Currently, pasteurization is applied to foods (like milk) that already meet a defined cleanliness standard, and is applied at a dose that gives a standard defined effect. As the irradiation of food becomes commercialized for various foods, similar standardization will be required.
In other words, with or without irradiation, we still require Good Agricultural Practices.
Our correspondent’s submission to the FDA is focused on what he sees as the likelihood that allowing irradiation will eventually lead to requiring it or making food sold without irradiation illegal. This is a subject we dealt with, along with our correspondent, in this earlier piece.
We think Bob is probably correct, but we see less horror in this than he does.
To us here at the Pundit, there is a natural progression to these things. We build houses in hurricane zones, then learn the windows blow in and people die and property is destroyed. Then we invent hurricane shutters and, initially, this is the oddity. As they prove themselves, the zoning code is changed to require hurricane shutters.
So, if we get approval to irradiate spinach, and one brand starts out doing it and we have no foodborne illness on the irradiated product but have outbreaks on non-irradiated product, that irradiated product will gain market share.

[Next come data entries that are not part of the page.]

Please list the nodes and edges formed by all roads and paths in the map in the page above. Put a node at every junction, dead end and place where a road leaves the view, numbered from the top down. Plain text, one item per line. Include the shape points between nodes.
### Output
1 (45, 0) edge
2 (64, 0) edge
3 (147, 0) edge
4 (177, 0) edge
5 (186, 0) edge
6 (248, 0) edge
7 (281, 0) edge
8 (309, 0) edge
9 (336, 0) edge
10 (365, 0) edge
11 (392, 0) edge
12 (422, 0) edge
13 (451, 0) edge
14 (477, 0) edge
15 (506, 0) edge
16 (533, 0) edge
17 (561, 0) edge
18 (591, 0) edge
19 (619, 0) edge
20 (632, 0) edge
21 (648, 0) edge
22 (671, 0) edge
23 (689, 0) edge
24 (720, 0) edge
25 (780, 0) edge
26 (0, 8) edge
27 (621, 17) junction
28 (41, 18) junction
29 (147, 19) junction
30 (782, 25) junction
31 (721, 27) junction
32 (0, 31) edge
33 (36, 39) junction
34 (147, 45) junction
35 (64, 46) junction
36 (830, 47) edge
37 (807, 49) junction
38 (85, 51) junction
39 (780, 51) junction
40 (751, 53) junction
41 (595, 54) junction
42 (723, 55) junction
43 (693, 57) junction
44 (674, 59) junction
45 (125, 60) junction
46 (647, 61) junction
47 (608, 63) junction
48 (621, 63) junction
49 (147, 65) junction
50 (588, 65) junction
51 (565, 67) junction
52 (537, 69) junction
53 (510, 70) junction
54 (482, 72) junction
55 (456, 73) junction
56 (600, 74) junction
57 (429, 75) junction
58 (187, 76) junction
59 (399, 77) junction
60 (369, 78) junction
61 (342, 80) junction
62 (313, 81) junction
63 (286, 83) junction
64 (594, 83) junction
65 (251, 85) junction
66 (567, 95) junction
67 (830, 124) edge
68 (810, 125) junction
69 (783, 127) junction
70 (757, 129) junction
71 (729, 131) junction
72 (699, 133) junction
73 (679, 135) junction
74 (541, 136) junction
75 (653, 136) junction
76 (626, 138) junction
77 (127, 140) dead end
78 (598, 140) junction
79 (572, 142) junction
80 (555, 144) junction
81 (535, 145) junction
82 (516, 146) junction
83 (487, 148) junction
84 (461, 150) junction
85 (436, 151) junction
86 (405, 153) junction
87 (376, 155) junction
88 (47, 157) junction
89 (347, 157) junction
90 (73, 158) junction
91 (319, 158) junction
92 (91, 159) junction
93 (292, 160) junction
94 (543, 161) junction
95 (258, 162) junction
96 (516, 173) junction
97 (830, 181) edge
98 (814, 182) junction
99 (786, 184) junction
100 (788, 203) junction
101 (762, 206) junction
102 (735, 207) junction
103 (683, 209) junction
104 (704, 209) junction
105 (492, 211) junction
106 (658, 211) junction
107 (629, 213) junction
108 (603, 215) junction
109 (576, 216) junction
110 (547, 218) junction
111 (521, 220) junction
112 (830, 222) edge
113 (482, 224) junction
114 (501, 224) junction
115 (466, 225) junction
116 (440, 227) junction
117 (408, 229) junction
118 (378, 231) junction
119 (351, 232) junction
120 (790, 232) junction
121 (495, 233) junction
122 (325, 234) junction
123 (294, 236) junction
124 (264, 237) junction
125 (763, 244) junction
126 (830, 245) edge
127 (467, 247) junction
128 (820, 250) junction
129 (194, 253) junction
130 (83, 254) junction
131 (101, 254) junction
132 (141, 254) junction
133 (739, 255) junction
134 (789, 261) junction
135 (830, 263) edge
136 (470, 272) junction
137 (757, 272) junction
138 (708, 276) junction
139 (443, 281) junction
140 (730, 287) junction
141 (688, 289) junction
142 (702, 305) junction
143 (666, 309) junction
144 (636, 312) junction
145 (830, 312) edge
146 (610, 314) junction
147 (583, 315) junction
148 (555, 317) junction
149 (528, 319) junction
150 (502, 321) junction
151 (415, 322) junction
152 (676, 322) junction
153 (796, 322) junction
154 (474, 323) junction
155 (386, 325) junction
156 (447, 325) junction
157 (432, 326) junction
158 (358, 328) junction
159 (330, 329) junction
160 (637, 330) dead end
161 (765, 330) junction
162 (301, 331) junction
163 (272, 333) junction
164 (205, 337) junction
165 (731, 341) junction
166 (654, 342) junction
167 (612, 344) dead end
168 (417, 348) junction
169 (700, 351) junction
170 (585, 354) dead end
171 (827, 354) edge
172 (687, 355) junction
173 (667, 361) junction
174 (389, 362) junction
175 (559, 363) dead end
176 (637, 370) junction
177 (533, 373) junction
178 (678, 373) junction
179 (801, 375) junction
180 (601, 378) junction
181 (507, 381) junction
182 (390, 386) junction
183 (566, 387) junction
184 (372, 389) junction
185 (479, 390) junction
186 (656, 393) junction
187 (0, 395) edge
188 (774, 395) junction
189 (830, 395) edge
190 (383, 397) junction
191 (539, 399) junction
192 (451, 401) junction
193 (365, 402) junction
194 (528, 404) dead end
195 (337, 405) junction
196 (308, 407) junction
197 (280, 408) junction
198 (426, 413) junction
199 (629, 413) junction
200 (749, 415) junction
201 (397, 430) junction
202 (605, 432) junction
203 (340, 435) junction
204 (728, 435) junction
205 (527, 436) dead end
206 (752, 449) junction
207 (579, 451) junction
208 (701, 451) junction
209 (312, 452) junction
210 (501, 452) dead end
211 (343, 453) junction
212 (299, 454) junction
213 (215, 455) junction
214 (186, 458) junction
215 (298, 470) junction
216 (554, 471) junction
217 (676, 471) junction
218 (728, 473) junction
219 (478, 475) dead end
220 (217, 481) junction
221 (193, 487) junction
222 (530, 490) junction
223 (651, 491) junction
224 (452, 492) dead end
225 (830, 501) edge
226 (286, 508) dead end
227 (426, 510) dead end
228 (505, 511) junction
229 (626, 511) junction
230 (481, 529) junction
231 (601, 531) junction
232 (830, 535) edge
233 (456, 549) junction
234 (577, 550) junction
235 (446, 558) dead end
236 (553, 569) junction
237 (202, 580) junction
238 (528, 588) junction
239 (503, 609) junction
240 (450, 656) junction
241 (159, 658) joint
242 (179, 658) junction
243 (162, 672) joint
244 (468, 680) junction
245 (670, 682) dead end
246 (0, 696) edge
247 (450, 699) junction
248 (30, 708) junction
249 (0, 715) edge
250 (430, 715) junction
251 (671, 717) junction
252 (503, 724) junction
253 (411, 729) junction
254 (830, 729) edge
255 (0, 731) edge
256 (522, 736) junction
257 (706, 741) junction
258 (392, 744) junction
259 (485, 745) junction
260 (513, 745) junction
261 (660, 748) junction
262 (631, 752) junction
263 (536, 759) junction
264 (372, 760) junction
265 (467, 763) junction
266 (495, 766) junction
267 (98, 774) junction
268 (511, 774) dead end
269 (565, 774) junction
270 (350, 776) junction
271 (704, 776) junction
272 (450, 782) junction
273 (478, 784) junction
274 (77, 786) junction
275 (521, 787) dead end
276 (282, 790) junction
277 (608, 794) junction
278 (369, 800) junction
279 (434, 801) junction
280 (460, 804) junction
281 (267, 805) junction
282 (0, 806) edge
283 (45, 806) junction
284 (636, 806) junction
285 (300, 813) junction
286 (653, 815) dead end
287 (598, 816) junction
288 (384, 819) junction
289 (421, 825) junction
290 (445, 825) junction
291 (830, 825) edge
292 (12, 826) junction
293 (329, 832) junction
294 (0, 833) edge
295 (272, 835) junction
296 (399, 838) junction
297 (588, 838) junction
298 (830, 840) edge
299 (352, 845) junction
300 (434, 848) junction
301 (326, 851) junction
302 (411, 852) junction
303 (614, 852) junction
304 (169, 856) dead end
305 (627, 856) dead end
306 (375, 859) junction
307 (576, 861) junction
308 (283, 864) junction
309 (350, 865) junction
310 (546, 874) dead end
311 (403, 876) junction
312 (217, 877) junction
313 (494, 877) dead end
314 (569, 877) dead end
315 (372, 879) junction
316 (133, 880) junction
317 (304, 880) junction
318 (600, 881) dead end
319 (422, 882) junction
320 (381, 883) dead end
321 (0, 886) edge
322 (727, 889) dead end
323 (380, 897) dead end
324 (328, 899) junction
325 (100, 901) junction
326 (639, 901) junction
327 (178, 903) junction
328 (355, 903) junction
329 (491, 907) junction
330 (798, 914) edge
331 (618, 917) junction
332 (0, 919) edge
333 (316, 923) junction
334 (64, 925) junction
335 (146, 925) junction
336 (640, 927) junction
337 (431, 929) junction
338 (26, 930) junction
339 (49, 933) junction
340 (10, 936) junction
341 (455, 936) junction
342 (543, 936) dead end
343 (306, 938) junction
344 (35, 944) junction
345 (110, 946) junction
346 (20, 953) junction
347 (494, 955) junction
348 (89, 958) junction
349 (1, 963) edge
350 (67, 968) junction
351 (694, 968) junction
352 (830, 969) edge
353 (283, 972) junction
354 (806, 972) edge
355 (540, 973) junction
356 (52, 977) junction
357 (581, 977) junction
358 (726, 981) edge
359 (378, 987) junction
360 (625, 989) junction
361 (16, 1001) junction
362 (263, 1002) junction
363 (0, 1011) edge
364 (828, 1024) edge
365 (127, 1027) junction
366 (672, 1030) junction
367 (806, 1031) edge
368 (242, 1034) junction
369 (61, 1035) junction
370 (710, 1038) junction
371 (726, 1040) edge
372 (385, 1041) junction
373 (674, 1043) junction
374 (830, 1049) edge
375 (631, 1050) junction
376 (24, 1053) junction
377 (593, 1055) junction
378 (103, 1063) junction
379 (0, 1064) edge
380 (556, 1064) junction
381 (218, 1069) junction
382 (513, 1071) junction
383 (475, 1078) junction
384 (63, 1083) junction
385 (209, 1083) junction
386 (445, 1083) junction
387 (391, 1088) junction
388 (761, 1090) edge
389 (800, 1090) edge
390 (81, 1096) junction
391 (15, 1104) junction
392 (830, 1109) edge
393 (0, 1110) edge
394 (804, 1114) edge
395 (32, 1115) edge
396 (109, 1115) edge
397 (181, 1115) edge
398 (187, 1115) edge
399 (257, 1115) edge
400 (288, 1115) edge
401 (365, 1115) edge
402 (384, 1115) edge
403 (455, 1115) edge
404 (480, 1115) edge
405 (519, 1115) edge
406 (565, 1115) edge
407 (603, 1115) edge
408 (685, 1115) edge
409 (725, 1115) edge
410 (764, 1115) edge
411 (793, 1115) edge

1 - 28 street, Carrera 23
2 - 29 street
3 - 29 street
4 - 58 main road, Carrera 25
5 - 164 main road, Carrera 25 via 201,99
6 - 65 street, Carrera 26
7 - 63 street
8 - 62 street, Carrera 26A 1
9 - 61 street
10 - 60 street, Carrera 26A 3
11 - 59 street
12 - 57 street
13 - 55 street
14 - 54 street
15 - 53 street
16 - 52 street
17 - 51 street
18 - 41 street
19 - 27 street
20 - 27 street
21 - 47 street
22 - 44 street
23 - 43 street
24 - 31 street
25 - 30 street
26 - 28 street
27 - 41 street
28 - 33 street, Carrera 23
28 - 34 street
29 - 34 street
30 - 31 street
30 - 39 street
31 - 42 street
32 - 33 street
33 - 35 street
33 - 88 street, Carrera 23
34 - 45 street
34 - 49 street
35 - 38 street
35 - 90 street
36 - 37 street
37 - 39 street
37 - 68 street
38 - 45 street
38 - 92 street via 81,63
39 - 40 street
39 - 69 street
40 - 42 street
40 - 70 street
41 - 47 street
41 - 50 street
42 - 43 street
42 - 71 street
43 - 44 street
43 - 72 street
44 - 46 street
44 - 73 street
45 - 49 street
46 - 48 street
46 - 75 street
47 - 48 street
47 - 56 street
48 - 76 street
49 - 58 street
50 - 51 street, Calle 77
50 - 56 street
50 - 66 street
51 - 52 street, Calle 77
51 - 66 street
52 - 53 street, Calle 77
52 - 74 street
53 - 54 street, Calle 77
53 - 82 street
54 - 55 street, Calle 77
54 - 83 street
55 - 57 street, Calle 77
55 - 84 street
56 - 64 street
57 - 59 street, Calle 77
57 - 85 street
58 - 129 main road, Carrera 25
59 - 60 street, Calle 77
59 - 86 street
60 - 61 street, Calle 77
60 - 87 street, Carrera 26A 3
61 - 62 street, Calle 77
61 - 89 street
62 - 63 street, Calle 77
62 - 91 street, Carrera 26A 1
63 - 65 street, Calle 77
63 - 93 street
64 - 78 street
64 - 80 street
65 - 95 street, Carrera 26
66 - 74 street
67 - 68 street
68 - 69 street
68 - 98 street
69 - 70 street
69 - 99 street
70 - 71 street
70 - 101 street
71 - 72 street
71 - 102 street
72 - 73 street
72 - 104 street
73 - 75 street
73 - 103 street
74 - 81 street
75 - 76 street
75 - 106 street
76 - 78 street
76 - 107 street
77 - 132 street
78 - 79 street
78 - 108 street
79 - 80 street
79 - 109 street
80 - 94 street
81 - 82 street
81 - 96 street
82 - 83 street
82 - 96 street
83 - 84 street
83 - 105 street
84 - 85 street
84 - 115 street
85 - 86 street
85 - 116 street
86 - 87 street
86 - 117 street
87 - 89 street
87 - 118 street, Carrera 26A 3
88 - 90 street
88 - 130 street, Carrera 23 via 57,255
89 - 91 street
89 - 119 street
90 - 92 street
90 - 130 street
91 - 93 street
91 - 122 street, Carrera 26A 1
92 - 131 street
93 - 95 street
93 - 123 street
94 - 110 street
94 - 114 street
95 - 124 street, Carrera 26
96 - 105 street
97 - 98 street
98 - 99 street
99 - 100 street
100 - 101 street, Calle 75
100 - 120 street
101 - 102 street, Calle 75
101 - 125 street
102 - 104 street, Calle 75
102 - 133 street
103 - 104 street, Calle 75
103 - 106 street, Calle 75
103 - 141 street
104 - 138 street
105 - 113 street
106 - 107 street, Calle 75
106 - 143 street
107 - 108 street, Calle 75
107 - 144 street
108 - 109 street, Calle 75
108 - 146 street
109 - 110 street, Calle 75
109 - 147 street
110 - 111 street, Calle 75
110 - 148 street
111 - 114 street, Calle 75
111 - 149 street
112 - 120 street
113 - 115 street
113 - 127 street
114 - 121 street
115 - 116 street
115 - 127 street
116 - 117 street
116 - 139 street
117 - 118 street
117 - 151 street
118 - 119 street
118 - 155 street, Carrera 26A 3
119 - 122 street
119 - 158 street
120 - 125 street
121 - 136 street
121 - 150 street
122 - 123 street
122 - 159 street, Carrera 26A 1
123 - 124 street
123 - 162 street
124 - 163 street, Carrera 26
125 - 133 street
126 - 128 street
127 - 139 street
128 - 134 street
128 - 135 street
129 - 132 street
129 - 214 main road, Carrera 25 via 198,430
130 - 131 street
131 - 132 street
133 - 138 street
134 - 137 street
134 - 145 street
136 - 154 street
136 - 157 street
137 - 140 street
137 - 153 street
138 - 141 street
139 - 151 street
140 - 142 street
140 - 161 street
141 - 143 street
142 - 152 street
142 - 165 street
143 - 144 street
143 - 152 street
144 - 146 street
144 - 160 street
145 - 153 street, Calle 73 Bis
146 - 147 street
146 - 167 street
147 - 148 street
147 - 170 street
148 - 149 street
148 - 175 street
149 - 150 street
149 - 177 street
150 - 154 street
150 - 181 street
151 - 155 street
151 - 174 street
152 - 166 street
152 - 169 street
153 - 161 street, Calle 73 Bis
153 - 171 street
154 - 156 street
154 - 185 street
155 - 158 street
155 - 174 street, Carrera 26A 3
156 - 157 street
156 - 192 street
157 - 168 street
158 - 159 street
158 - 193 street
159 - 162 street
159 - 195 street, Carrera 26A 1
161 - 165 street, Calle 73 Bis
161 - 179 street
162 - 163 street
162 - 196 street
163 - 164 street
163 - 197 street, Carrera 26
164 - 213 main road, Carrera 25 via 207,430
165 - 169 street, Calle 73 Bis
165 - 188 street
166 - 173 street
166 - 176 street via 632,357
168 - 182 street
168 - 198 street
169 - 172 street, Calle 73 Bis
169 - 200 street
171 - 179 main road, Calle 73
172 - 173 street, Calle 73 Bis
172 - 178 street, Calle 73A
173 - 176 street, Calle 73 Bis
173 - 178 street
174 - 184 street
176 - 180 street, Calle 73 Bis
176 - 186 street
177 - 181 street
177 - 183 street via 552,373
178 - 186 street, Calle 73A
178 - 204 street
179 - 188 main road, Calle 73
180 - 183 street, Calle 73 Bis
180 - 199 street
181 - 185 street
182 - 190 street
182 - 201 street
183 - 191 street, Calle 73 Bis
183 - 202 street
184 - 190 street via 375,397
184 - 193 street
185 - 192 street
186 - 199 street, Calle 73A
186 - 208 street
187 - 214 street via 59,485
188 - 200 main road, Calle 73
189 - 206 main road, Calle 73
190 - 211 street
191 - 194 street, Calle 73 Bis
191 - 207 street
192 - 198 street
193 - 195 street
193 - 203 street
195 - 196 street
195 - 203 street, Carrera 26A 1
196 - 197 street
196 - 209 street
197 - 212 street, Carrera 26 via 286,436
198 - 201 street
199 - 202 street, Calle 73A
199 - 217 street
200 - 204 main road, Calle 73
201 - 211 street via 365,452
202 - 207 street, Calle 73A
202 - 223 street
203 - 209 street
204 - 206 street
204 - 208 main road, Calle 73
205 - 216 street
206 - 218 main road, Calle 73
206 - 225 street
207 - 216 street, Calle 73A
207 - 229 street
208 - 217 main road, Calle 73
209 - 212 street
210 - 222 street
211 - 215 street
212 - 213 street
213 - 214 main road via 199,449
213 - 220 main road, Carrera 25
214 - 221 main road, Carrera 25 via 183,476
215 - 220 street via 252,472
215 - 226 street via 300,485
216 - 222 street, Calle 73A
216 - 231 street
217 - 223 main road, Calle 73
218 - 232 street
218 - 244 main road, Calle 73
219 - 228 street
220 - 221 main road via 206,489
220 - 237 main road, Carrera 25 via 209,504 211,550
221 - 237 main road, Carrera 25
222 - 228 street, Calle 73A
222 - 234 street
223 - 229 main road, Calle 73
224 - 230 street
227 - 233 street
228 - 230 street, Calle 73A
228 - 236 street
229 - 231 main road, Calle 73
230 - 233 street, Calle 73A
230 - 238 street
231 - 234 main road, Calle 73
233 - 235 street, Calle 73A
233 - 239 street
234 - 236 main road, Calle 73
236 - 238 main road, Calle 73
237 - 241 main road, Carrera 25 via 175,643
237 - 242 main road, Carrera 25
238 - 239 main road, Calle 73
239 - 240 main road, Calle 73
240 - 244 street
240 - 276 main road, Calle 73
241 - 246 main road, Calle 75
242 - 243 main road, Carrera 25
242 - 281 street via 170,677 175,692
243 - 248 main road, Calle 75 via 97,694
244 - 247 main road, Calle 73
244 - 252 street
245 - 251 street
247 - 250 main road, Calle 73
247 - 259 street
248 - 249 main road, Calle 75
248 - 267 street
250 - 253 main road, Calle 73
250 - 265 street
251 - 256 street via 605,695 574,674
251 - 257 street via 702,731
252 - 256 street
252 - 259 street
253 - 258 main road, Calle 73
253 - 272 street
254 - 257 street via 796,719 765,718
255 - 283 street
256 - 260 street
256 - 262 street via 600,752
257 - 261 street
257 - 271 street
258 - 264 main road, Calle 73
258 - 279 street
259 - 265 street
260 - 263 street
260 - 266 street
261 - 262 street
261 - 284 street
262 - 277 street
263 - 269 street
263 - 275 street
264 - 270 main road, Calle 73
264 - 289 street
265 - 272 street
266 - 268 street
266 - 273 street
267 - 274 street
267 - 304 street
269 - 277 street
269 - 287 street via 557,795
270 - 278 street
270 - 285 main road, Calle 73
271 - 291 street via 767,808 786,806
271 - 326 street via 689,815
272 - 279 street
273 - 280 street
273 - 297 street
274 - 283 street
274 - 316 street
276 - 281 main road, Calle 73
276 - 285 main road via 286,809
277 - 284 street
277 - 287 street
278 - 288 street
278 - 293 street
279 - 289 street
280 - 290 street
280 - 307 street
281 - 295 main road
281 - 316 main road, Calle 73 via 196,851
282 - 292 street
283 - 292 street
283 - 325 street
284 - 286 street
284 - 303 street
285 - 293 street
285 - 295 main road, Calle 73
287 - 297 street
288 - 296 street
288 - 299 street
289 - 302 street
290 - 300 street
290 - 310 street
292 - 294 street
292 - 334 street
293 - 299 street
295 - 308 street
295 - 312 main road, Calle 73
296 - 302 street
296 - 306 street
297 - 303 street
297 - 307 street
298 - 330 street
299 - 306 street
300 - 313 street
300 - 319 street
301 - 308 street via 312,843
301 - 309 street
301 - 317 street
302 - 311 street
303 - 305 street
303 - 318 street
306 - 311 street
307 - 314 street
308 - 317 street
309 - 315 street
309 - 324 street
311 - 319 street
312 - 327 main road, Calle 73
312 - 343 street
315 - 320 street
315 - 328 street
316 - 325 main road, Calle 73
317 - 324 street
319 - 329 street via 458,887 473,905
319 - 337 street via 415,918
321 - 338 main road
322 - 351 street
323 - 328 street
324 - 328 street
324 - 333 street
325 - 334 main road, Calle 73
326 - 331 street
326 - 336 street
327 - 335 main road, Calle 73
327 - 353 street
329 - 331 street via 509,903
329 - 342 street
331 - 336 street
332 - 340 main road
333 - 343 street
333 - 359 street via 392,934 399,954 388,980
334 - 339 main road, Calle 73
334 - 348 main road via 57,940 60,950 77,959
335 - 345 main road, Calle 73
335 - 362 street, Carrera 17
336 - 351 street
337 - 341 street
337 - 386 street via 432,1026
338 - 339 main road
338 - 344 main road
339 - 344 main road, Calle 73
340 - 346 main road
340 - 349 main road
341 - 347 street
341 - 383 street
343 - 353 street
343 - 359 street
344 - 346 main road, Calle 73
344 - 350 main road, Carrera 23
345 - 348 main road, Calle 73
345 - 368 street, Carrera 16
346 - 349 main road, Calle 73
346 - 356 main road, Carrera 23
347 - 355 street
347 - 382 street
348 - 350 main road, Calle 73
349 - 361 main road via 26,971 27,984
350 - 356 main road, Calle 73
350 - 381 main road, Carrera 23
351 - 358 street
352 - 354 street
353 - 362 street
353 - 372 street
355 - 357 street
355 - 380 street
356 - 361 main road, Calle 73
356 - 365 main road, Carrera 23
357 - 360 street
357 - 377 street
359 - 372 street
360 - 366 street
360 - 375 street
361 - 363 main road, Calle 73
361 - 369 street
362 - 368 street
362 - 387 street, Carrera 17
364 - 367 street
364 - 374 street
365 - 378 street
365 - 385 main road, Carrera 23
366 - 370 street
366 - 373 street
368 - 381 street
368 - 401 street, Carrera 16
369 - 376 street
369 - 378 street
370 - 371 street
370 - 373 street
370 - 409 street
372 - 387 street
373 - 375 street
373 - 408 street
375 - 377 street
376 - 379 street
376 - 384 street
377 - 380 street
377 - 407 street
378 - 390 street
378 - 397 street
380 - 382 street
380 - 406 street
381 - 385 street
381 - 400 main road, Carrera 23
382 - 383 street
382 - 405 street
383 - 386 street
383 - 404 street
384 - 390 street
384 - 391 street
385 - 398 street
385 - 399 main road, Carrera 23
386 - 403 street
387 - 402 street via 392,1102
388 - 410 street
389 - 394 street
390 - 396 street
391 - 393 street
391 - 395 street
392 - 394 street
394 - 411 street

More brands will do it, some retailers will only carry irradiated product and, one day, if irradiated has no outbreaks and conventional does, it will be the standard of safety.
Perhaps a law will be passed requiring treatment by irradiation or, perhaps, you won’t be able to get liability insurance if you don’t do it.
Some will recoil from this. Irradiation is currently forbidden on organic product. Yet the question, of course, is how serious are we about eliminating all foodborne illness?
If even one death or one case of kidney failure is unacceptable, then we really need a kill step and, for most food, that is going to be irradiation.
Many thanks to Bob for bringing this issue to light.